And I write “in letter-writing anonymity is the recourse of cowards and often scoundrels. You continue to refuse to name the author of the letter you sent to me. You say you are just a file handler. You also describe yourself as a solicitor. Until Bindmans told me, I did not appreciate that the SRA Code of Conduct 2011 prevents solicitors from drafting any documents relating to any proceedings containing a contention that they do not consider to be properly arguable. This applies to you and I would have thought to all the 200 or so partners in BLM in whose name the letter has been signed.”
Katie Connell herself replied saying that she endorsed BLM’s first letter.
This was my reply:
I for my part have no wish to prolong this dialogue.

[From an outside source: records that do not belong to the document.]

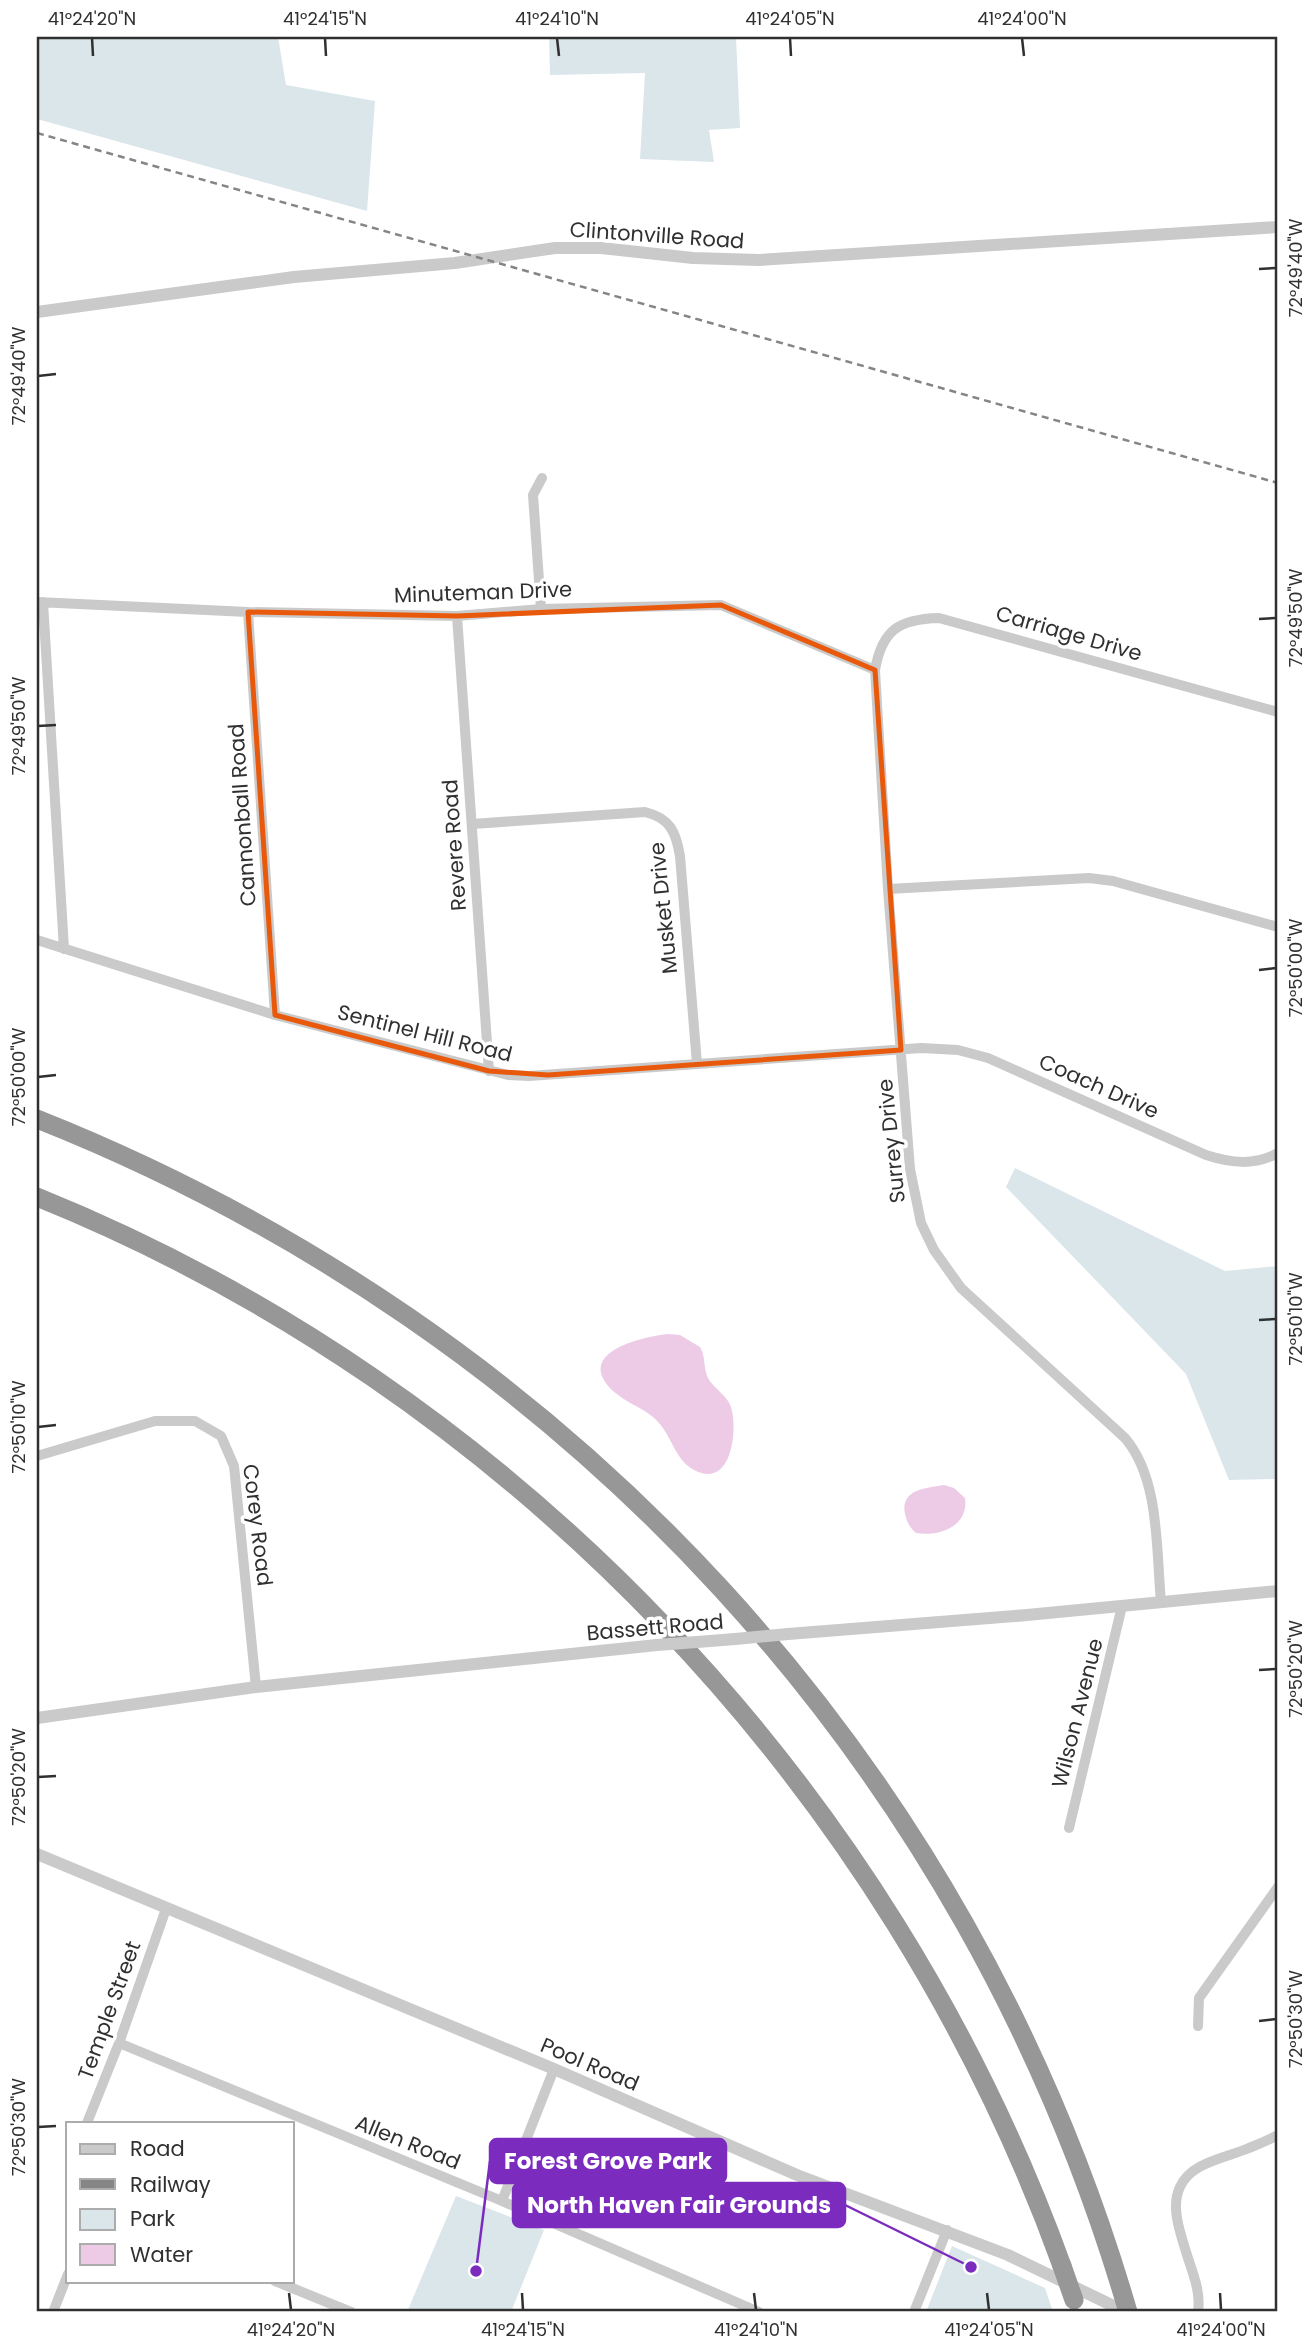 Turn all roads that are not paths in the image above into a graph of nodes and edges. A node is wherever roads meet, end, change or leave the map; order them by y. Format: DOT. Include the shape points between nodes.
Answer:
graph roads {
  1 [pos="1278,228"];
  2 [pos="37,312"];
  3 [pos="542,478"];
  4 [pos="40,602"];
  5 [pos="541,609"];
  6 [pos="248,612"];
  7 [pos="457,616"];
  8 [pos="875,670"];
  9 [pos="1278,712"];
  10 [pos="472,824"];
  11 [pos="888,889"];
  12 [pos="1278,927"];
  13 [pos="37,940"];
  14 [pos="64,949"];
  15 [pos="275,1015"];
  16 [pos="901,1050"];
  17 [pos="697,1064"];
  18 [pos="489,1071"];
  19 [pos="37,1119"];
  20 [pos="1278,1153"];
  21 [pos="37,1197"];
  22 [pos="37,1456"];
  23 [pos="1278,1591"];
  24 [pos="1161,1601"];
  25 [pos="1122,1606"];
  26 [pos="256,1688"];
  27 [pos="37,1718"];
  28 [pos="1069,1828"];
  29 [pos="37,1854"];
  30 [pos="1278,1887"];
  31 [pos="166,1909"];
  32 [pos="1198,2026"];
  33 [pos="119,2043"];
  34 [pos="554,2069"];
  35 [pos="87,2122"];
  36 [pos="1278,2135"];
  37 [pos="502,2202"];
  38 [pos="947,2230"];
  39 [pos="66,2279"];
  40 [pos="277,2282"];
  41 [pos="1076,2306"];
  42 [pos="1126,2307"];
  43 [pos="53,2312"];
  44 [pos="351,2312"];
  45 [pos="759,2312"];
  46 [pos="914,2312"];
  47 [pos="1198,2312"];
  1 -- 2 [label="street, Clintonville Road" via="760,260 555,248"];
  3 -- 5 [label="street" via="533,495"];
  4 -- 6 [label="street, Minuteman Drive"];
  4 -- 14 [label="street"];
  5 -- 7 [label="street, Minuteman Drive"];
  5 -- 8 [label="street, Minuteman Drive" via="721,605"];
  6 -- 7 [label="street, Minuteman Drive"];
  6 -- 15 [label="street, Cannonball Road"];
  7 -- 10 [label="street, Revere Road"];
  8 -- 9 [label="street, Carriage Drive" via="891,632 912,620 939,618"];
  8 -- 11 [label="street, Surrey Drive"];
  10 -- 17 [label="street, Musket Drive" via="645,812 665,821 673,830 680,856"];
  10 -- 18 [label="street, Revere Road"];
  11 -- 12 [label="street" via="1090,878"];
  11 -- 16 [label="street, Surrey Drive"];
  13 -- 14 [label="street, Sentinel Hill Road"];
  14 -- 15 [label="street, Sentinel Hill Road"];
  15 -- 18 [label="street, Sentinel Hill Road"];
  16 -- 17 [label="street, Sentinel Hill Road"];
  16 -- 20 [label="street, Coach Drive" via="950,1049 988,1058 1226,1161 1257,1161"];
  16 -- 24 [label="street, Surrey Drive" via="913,1192 927,1238 961,1288 1139,1456 1151,1492"];
  17 -- 18 [label="street, Sentinel Hill Road" via="529,1076"];
  19 -- 42 [label="highway" via="219,1203 405,1314 576,1446 724,1591 862,1762 963,1921 1050,2095 1094,2206"];
  21 -- 41 [label="highway, bridge" via="201,1274 364,1373 446,1431 541,1508 653,1614 771,1748 890,1914 985,2087 1027,2178"];
  22 -- 26 [label="street, Corey Road" via="155,1421 195,1421 221,1436 234,1466"];
  23 -- 24 [label="street, Bassett Road"];
  24 -- 25 [label="street, Bassett Road"];
  25 -- 26 [label="street, Bassett Road, bridge" via="657,1645"];
  25 -- 28 [label="street, Wilson Avenue"];
  26 -- 27 [label="street, Bassett Road"];
  29 -- 31 [label="street, Pool Road"];
  30 -- 32 [label="street" via="1199,1998"];
  31 -- 33 [label="street, Temple Street"];
  31 -- 34 [label="street, Pool Road"];
  33 -- 35 [label="street, Temple Street"];
  33 -- 37 [label="street, Allen Road"];
  34 -- 37 [label="street"];
  34 -- 38 [label="street, Pool Road" via="797,2175"];
  36 -- 47 [label="street" via="1210,2162 1191,2173 1180,2187 1176,2207 1200,2299"];
  37 -- 45 [label="street, Allen Road"];
  38 -- 42 [label="street, Pool Road"];
  38 -- 46 [label="street"];
  39 -- 43 [label="street"];
  40 -- 44 [label="street"];
}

You say, “any allegations that our client’s advice was negligent is denied.” It is blindingly obvious that Newcastle Local Authority was guilty of maladministration, that Ms Kim Burns was biased in its favour and turned a blind eye to it, and Bindmans LLP did likewise, looking for ways to distance themselves from the accusation.
It was professionally outrageous that Bindmans should say that a 100+ page dossier evidencing the above did not provide an arguable case for judicial review and that it was bound to fail and that they disobeyed the ruling of the Legal Ombudsman that they answer my criticisms of that decision.
You have now joined quite a long list of people who see black as white.
I shall now refer this to the Court of Public Opinion and refer both BLM and Bindmans LLP to the Solicitors Regulatory Authority alleging that the stance you have taken on their behalf in relation to my threat of action in the Small Claims Court is itself not arguable and is bound to fail, this in breach of the SRA Code of Conduct 2011.
There is an old adage “When you are in a hole, stop digging.” Bindmans really shouldn’t have invited someone else to share their hole with them, and try to take advantage of professional solidarity.
The next post the terrible cost of all this. The dead hand of the past controls the present unless you break the ratchet of which this is a part. Some of my connections in Linkedin may feel this is not unimportant.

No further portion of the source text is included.